La clé du succès, c’est le bon dimensionnement de la pompe à chaleur !

Dans le neuf et plus encore en rénovation, avant même d’envisager les travaux de mise en place d’une pompe à chaleur (PAC), la première étape consiste au bon dimensionnement de l’installation. Celle-ci permet de déterminer la puissance nécessaire au chauffage de la maison, et de fait la puissance et le modèle de PAC le plus adapté. Cette étude préalable valide aussi la pertinence et la faisabilité technique de la solution envisagée, par exemple en remplacement d’une chaudière fioul existante.
Le bon dimensionnement d’une PAC est d’abord une question de méthode. Voici les étapes à suivre :

1. Déterminer les déperditions thermiques

La puissance de chauffage dépend des caractéristiques de votre logement : superficie, forme, année de construction, isolation… En rénovation, en remplacement d’une chaudière vieillissante, l’installateur dispose généralement d’outils pour faire ce calcul. Viessmann propose justement un logiciel pour assister les installateurs partenaires de la marque dans cette tâche. Cette consommation théorique doit être comparée,
par l’examen des factures de chauffage, aux consommations réelles de la maison. On détermine ainsi au plus juste la puissance de la PAC à installer.
Celle-ci ne doit pas excéder une quinzaine de kW. Au-delà, les déperditions de la maison sont trop importantes et il est préférable de se tourner vers un autre type de générateur, notamment une chaudière. Il peut aussi être pertinent d’engager d’abord des travaux d’isolation thermique.

Quid de l’eau chaude sanitaire ?

Dans l’existant, le dimensionnement de la PAC se fait toujours en fonction des besoins de chauffage, sans tenir compte des besoins sanitaires afin d'éviter le surdimensionnement.
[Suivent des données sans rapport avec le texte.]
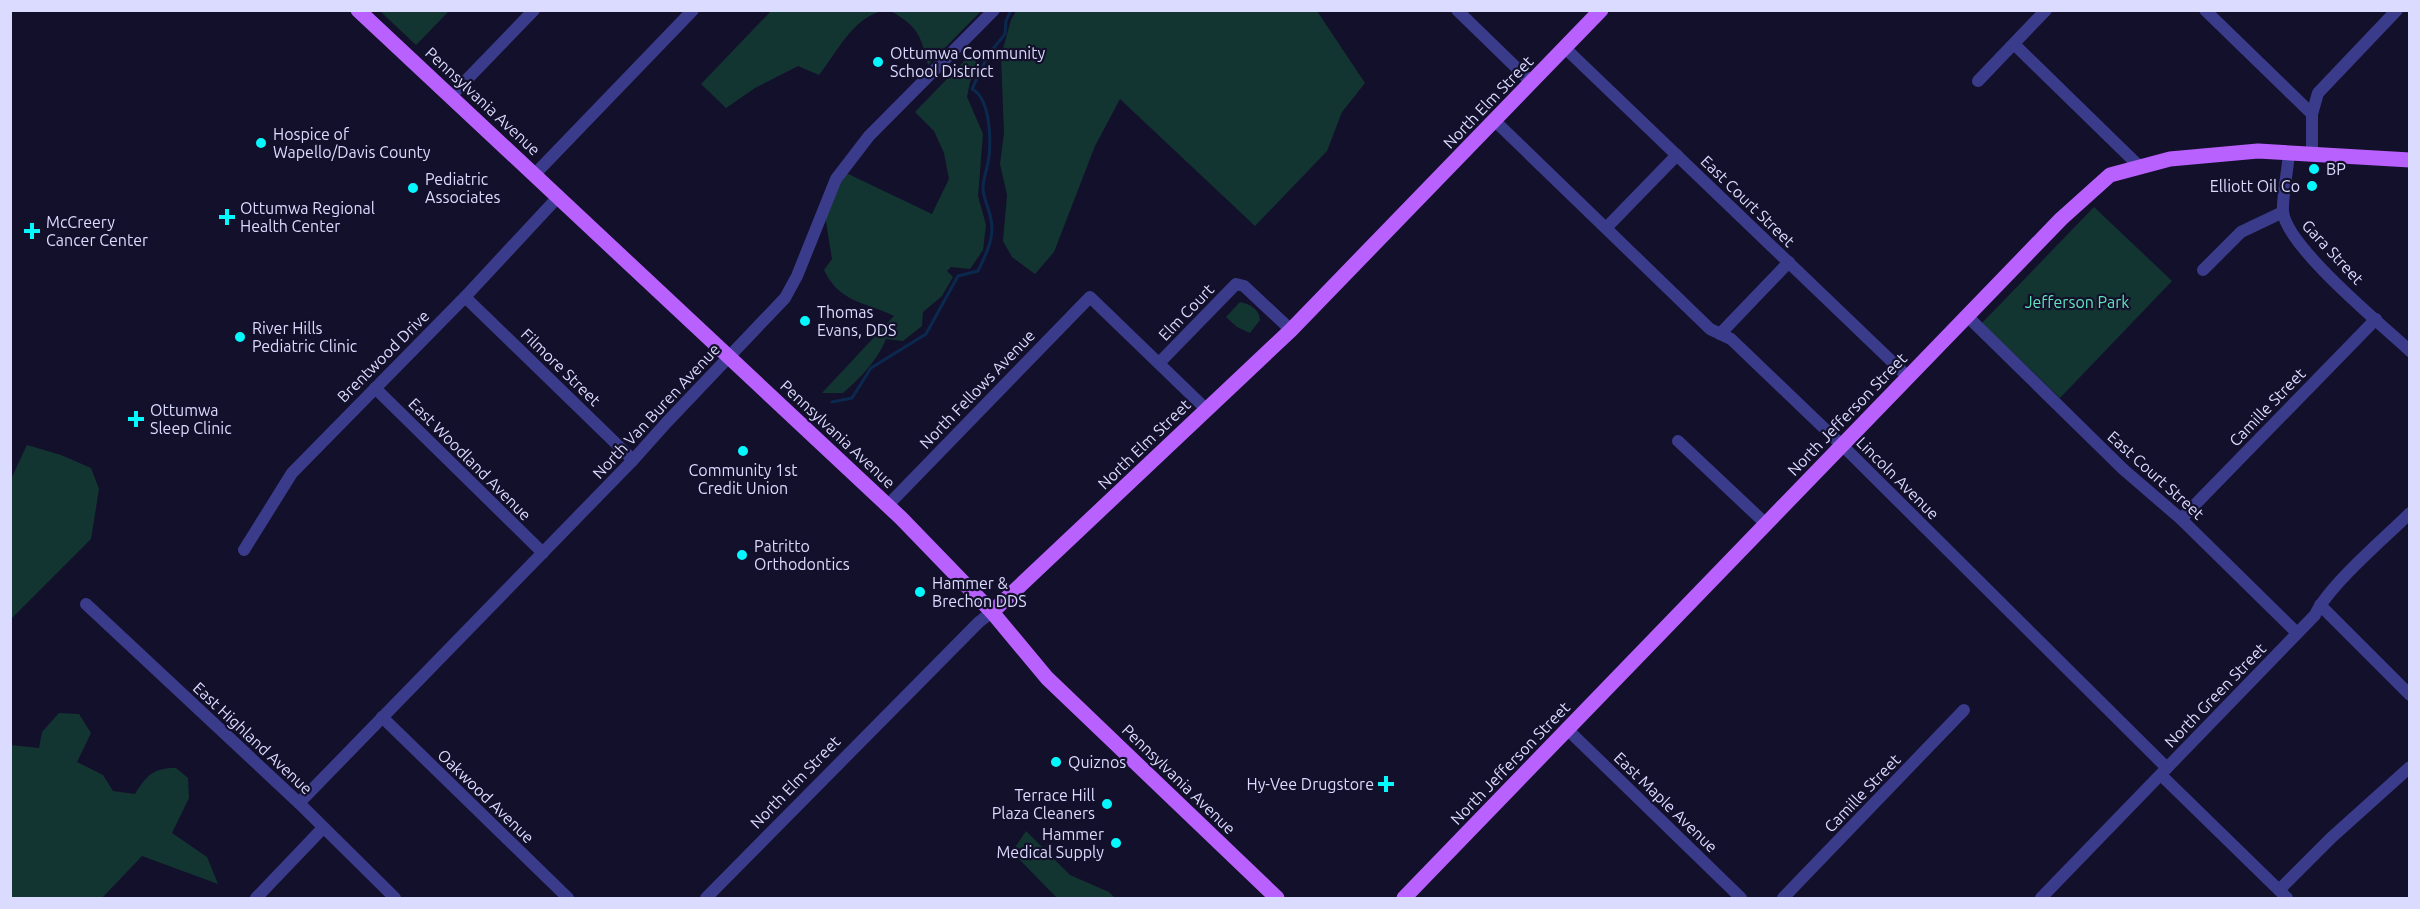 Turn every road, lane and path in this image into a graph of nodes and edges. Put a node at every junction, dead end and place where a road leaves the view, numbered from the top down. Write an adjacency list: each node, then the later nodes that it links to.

Pas de crainte à avoir de ce côté-là : la douche ou le bain seront toujours à la bonne température en raison des puissances de PAC requises en rénovation.

2. La question des émetteurs

La pertinence d’une solution PAC dépend aussi du type d’émetteur de chaleur installé dans la maison.
Le plus favorable est le plancher chauffant. Cet émetteur à très basse température présente la meilleure performance thermique et s’adapte à tous les types de PAC.
Les radiateurs moyenne température, un peu moins performants, conviennent aussi parfaitement.
Une difficulté peut provenir des radiateurs haute température. Ces modèles anciens, le plus souvent en fonte, doivent normalement être alimentés à une température d’au moins 70°C. Tout dépend en fait des travaux d’amélioration énergétique qui ont déjà été réalisés dans la maison. Si les fenêtres ont été remplacées ou
l’isolation renforcée, par exemple, ces radiateurs pourront fonctionner à plus basse température et ainsi être couplés à une PAC. Ce sera aussi le cas si les radiateurs ont été  surdimensionnés lors de leur installation. Si toutefois les conditions ne sont pas réunies, évitez de recourir à une PAC haute tempéature, très onéreuse, et privilégiez plutôt un générateur, là aussi comme une chaudière, mieux adapté à votre logement.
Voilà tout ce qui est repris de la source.